3. i've already symlinked /var/spool/at/spool to /data3/spool so it has
plenty of space. it seems like an easy fix to do the same with
/var/spool/mqueue.
4. running one job per compute node is fine.
i've also noticed a couple of other things. using beomap to allocate
nodes
creates the following 'problem'. by compiling root we gained a very
large (83)
factor in speed. this means the many of the runs get analyzed in a few
minutes thus freeing up that node. with the long sleep time i'm using
between
job submissions, the low-number slave nodes are usually done before we
get to the high-number nodes. on the analysis run this morning i did not
use any node about 14. this also means there is lots of data dumped on
the
first few nodes (about 11 GBytes in several cases). this has the danger
of
filling up the slave's disk (which holds 18 GByte). perhaps picking the
slave nodes 'by hand' as i do in one of my scripts is a better way to
distrubute the jobs??
Steven James wrote:
>
> Greetings,
>
> Just for variety, I'll answer the questions from easy to hard order :-)
>
> /var/spool/mqueue filling:
> var/spool/mqueue is where outgoing mail goes for sendmail to process (even if
> it's going from and to a local user).
>
> Currently, sendmail isn't running on pscm1, so the mail piles up in mqueue
> rather than being delivered to user mailbox files in /var/spool/mail.
>
> /var/spool/at is where the batch system holds job output until completion. Upon
> completion, it will mail the output to the job's owner.
>
> Probably, sendmail should be running on the master.
>
> To avoid overfilling /var, /var/spool can either be symlinked to a larger volume
> (/usr or to one of the RAID volumes) or have your batch scripts redirect the
> output to a scratch file and then move (or bpcp) it to the user's home directory
> when the run is complete.
>
> I am currently tracking down a bug in the batch queue that pushes jobs off to
> the b queue and leaves them there when they can't be immediatly dispatched. I
> believe there is a workaround for that, I'll dig that up and send it to you. The
> ultimate solution will be an update to the at rpm.
>
> Changing the loadaverage threshold won't do anything here. The bproc mods to the
> batch queue system use a 'slot allocation' rather than loadavg. The slot
> allocator assumes that the best allocation is 1 job per CPU on a compute node.
>
> That is done for three reasons. First, that's generally a better allocation for
> any scientific computation while loadavg is better suited for general purpose
> servers. Second, loadavg is more expensive to compute in that it will generate
> extra net traffic and disrupt the cache and take extra locks on the compute
> nodes (which will hurt performance). Compute jobs often have bursts of I/O where
> the job will sleep waiting, followed by long periods of pure computation. That
> can cause a brief dip in apparent loadavg and lead to bad allocations.
>
> G'day,
> sjames
>
> Quoting gilfoyle <ggilfoyl@mindspring.com>:
>
> > Hi Steven,
> >
> > Happy New Year and yet another question about the Richmond cluster.

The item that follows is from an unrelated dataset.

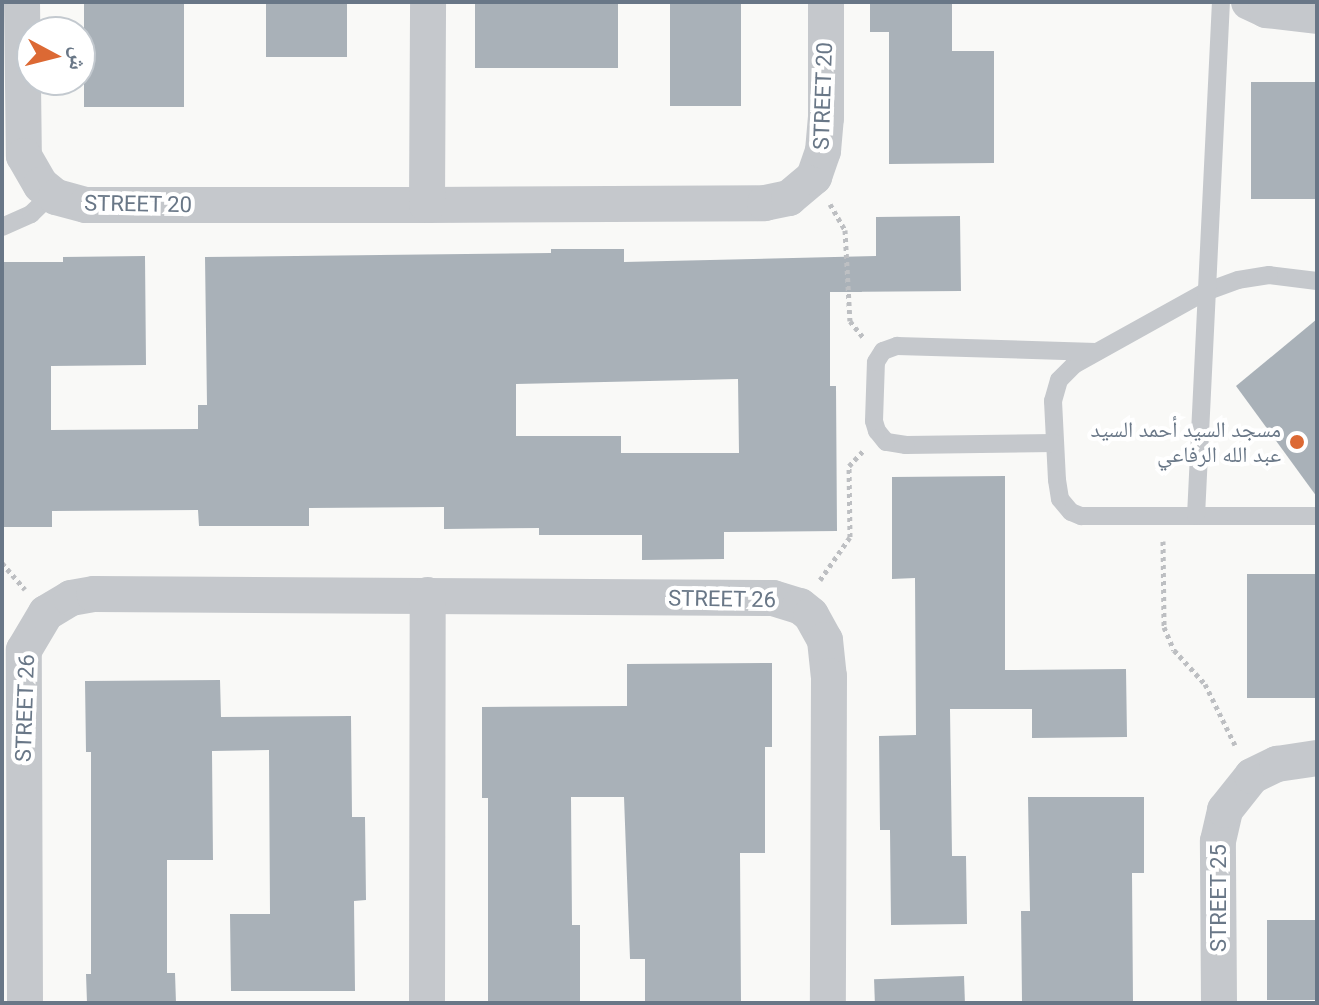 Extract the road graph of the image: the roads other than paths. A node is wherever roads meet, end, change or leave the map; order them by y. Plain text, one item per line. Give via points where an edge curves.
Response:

> > I have been experimenting with different ways of running the cluster
> > and I have run into a problem with the batch system. I'm submitting
> > jobs in two different ways; one uses the beomap command to allocate
> > slave nodes and the other just picks the slave nodes `by hand'. I'm
> > using this second method because the limiting factor now is the
> > ability to transfer the data files to the slave nodes. I was thinking
> > that I could transfer the data on the first pass and leave it there
> > for later passes to speed things up. The problem now is that after
> > many jobs are submitted (from 60-100 of so) the remaining jobs get
> > sent to the `b' batch queue and never run. This has happened even when
> > the /var/spool area is not full. My thoughts are the following.
> >
> > 1. Can we reset the average cpu load with the 'atd -l' command? I've
> > tried this and it seems to have little effect.
> >
> > 2. Can we restart the jobs in the queue? Now they just sit there and
> > never get started.
> >
> > 3. In some of the recent analysis runs, the /var/spool/mqueue area has
> > filled up and hung things up. Before it was the /var/spool/at or
> > /var/spool/mail areas. Do you have any idea what would cause that?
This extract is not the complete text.